Saat itu juga, Nara yang santai berjalan di koridor sekolah tak menyadari jika ada sosok pria yang berjalan di sampingnya, mengikuti kecepatannya tanpa mengucapkan sepatah kata pun.
Tiba-tiba, Nara merasakan ada seseorang yang berjalan di sebelahnya. Secara spontan, ia melirik sekilas ke arah pria tersebut. Dalam hatinya, ia mengernyit, "Ngapain nih cowok ngikutin gue segala?"
Secara tak sadar, langkahnya mulai melambat seiring rasa kesal yang muncul. Dengan marah, ia menatap pria tersebut yang masih berjalan di sampingnya. Namun, pria itu justru menoleh ke arahnya dan tersenyum. Senyuman yang begitu tulus dan hangat, seolah bisa menembus dinding dingin yang selama ini dibangun Nara.
Nara terkejut. Senyuman itu membuat dadanya sedikit berdegup. Rasanya hangat, seperti ada sesuatu yang menjalar ke dalam hatinya, sesuatu yang ia tidak mengerti. Tapi seketika, ia merasa canggung dan buru-buru membuang muka, berusaha menutupi perasaan yang tiba-tiba muncul.
Ia melanjutkan langkahnya dengan cepat, berusaha menghindari tatapan pria tersebut, meskipun rasanya sulit untuk tidak memikirkan senyum itu.

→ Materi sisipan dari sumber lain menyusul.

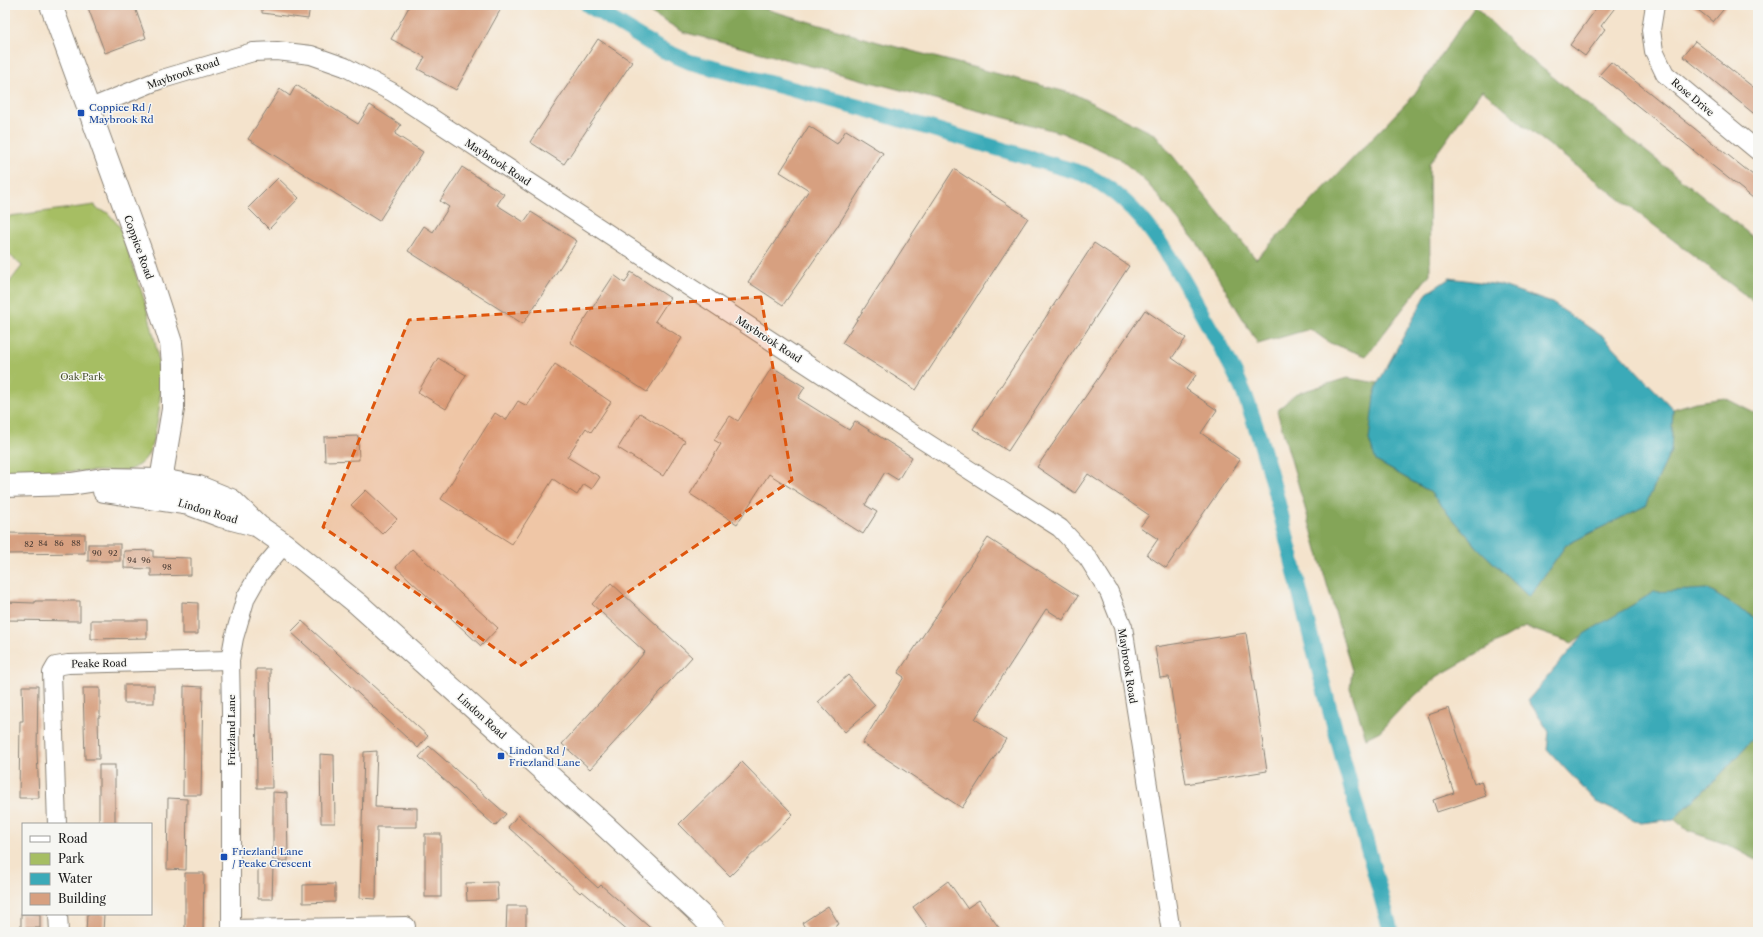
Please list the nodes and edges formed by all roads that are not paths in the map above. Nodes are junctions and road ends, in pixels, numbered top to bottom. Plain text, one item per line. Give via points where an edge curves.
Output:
1 (51, 5) edge
2 (1655, 5) edge
3 (88, 109) junction
4 (1758, 151) edge
5 (5, 486) edge
6 (159, 489) junction
7 (284, 544) junction
8 (230, 660) junction
9 (57, 823) edge
10 (58, 915) edge
11 (406, 926) dead end
12 (231, 930) edge
13 (59, 932) edge
14 (716, 932) edge
15 (1171, 932) edge

1 - 3 main road, Coppice Road
2 - 4 street, Rose Drive via 1651,30 1654,51 1665,74
3 - 6 main road, Coppice Road via 145,263 170,343 173,364 173,409
3 - 15 street, Maybrook Road via 158,80 253,52 277,51 311,55 345,67 392,92 1060,528 1088,558 1109,592 1123,627
5 - 6 main road, Lindon Road via 71,484 103,479
6 - 7 main road, Lindon Road via 199,487 231,500 258,526
7 - 8 street, Friezland Lane via 259,574 246,597
7 - 14 main road, Lindon Road via 347,594 598,820
8 - 9 street, Peake Road via 56,666 52,673
8 - 12 street, Friezland Lane
10 - 13 street
11 - 12 street

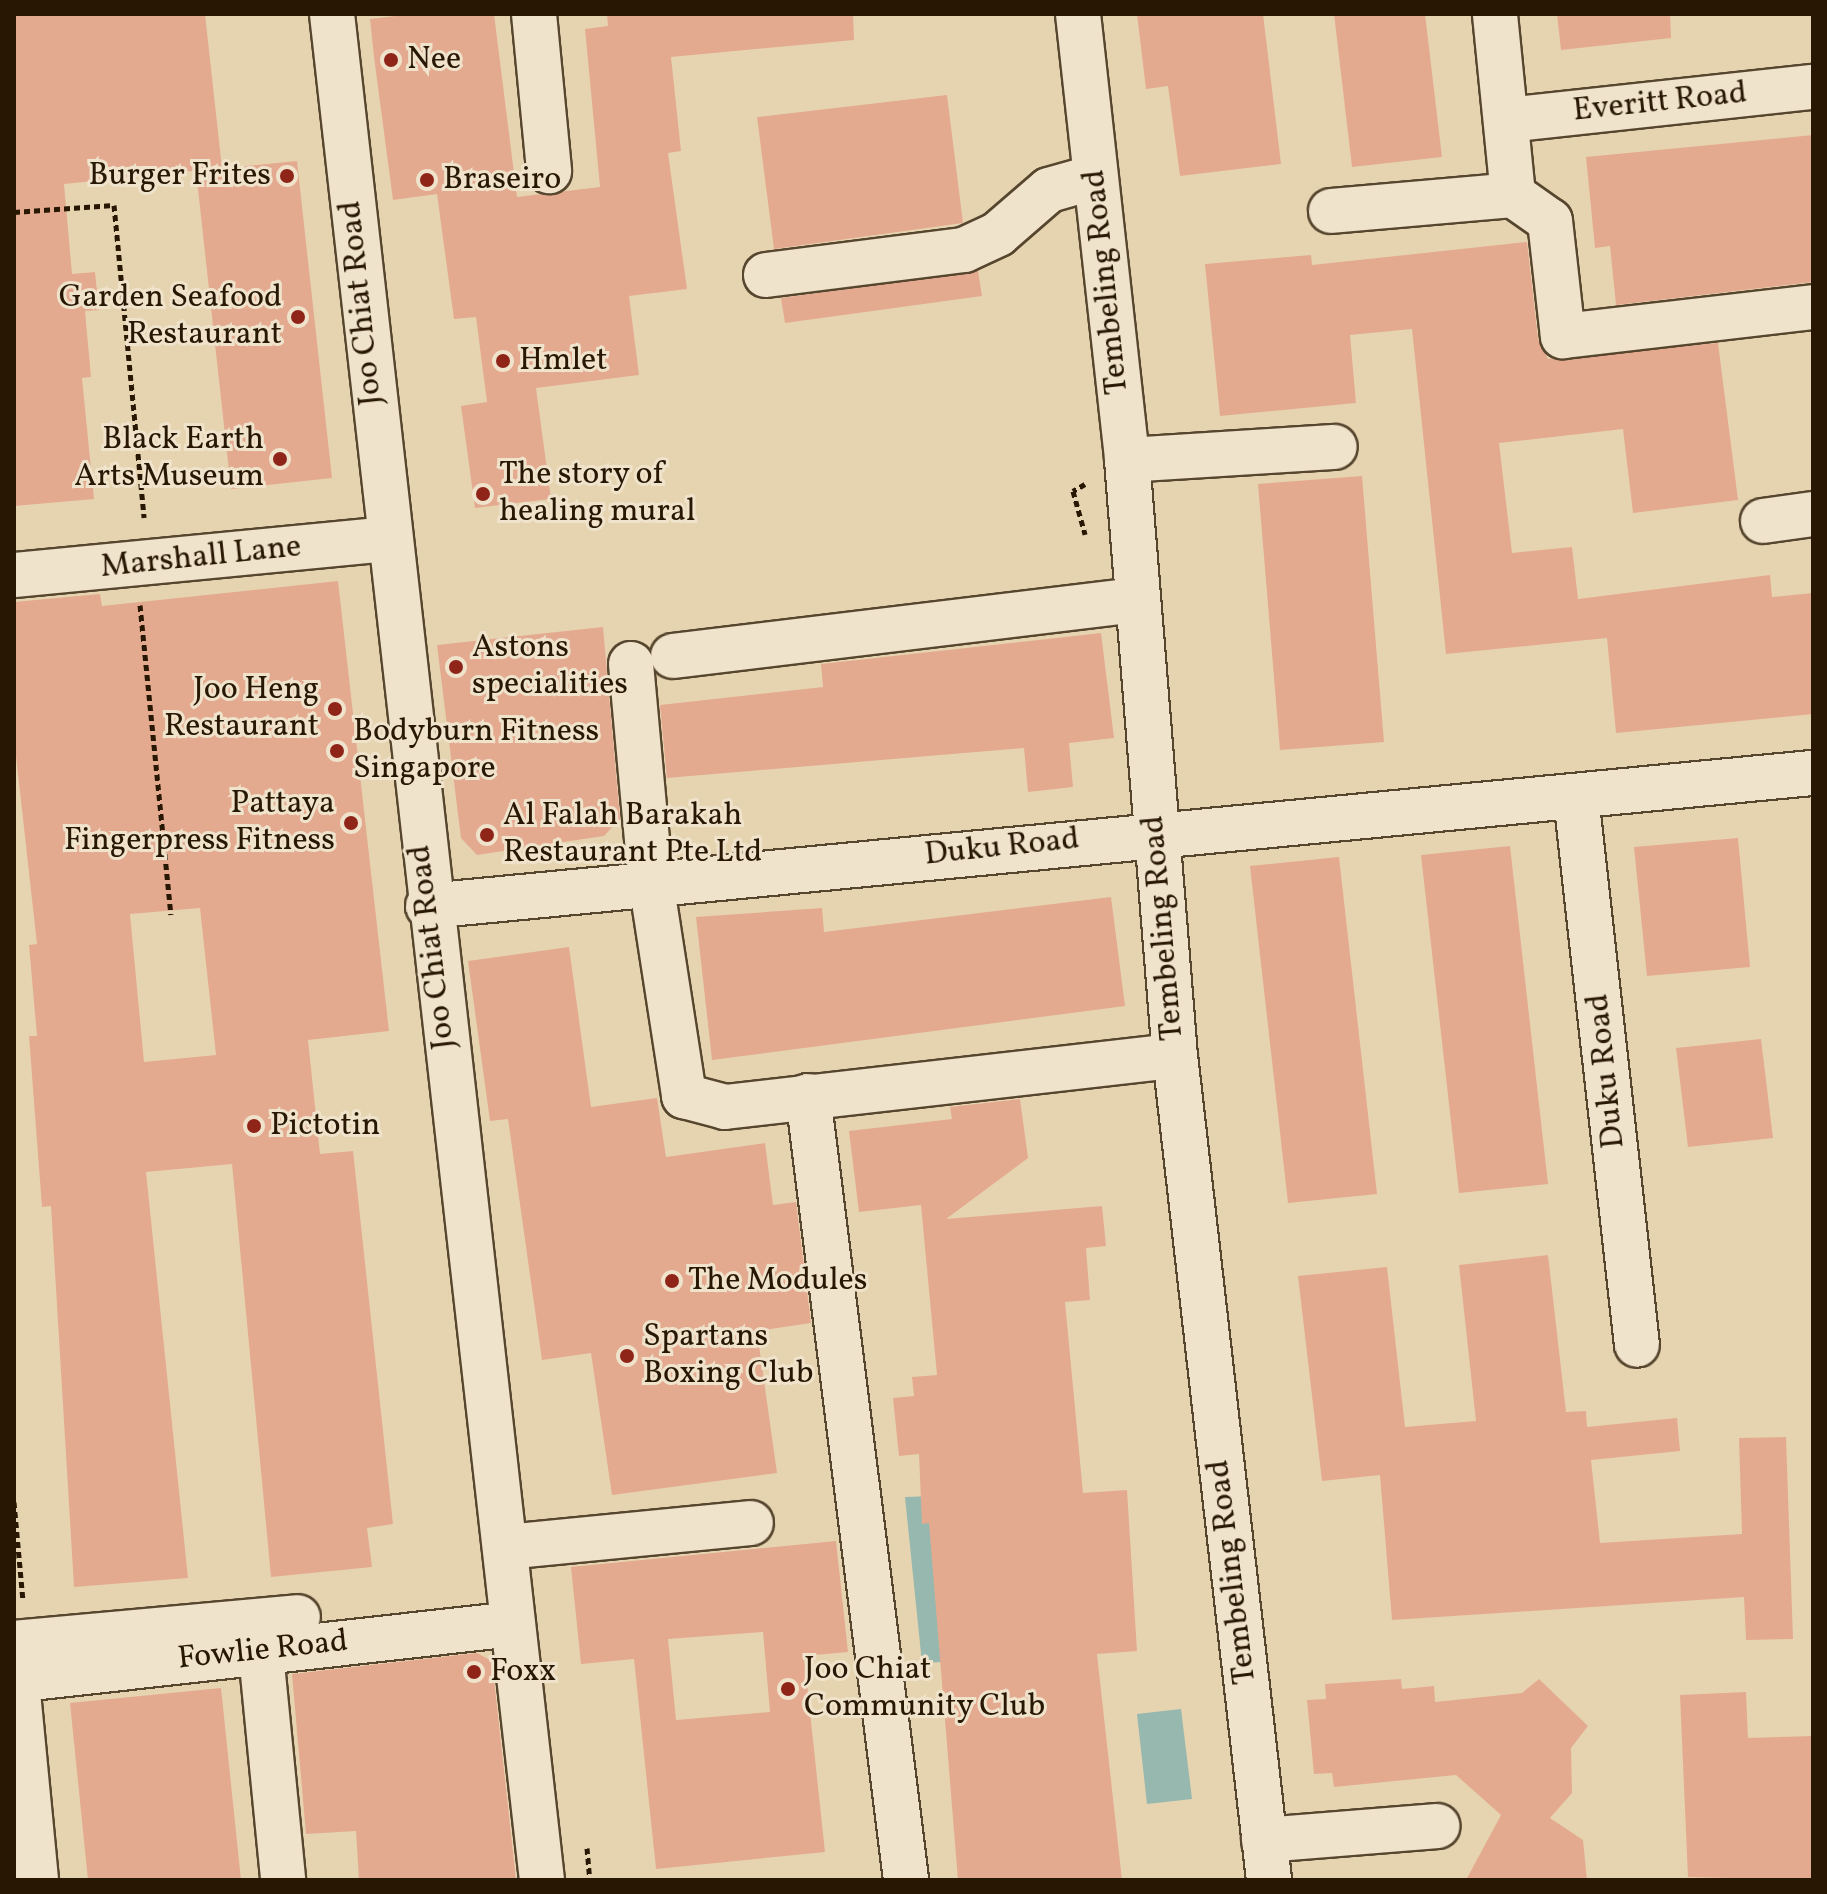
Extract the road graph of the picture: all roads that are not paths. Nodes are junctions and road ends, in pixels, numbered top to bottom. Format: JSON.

Namun, pria itu malah ikut berjalan sesuai dengan kecepatan Nara. Melihat itu, Nara mengernyit kesal, merasa terganggu. Tanpa ragu, ia segera berhenti berjalan dan menghadapi pria tersebut.
"Lo ngapain sih ngikutin gue?" tegurnya dengan wajah kesal, suara Nara sedikit meninggi.
Pria itu tampak terkejut dengan sikap Nara yang tiba-tiba begitu tegas. Ia terkekeh pelan, lalu menjawab dengan suara lembut, "Maaf ya. Kamu yang namanya Nara kan?"
Nara mengangkat kedua alisnya, bingung. Di mana dia bisa tahu namanya? Sedangkan mereka berdua saja belum pernah bertemu.
"Iya, gue Nara," jawab Nara, mencoba mengontrol ekspresi wajahnya. "Lo siapa? Kok bisa kenal gue?" tanyanya kembali, suara mulai terdengar lebih santai meskipun rasa penasaran masih ada.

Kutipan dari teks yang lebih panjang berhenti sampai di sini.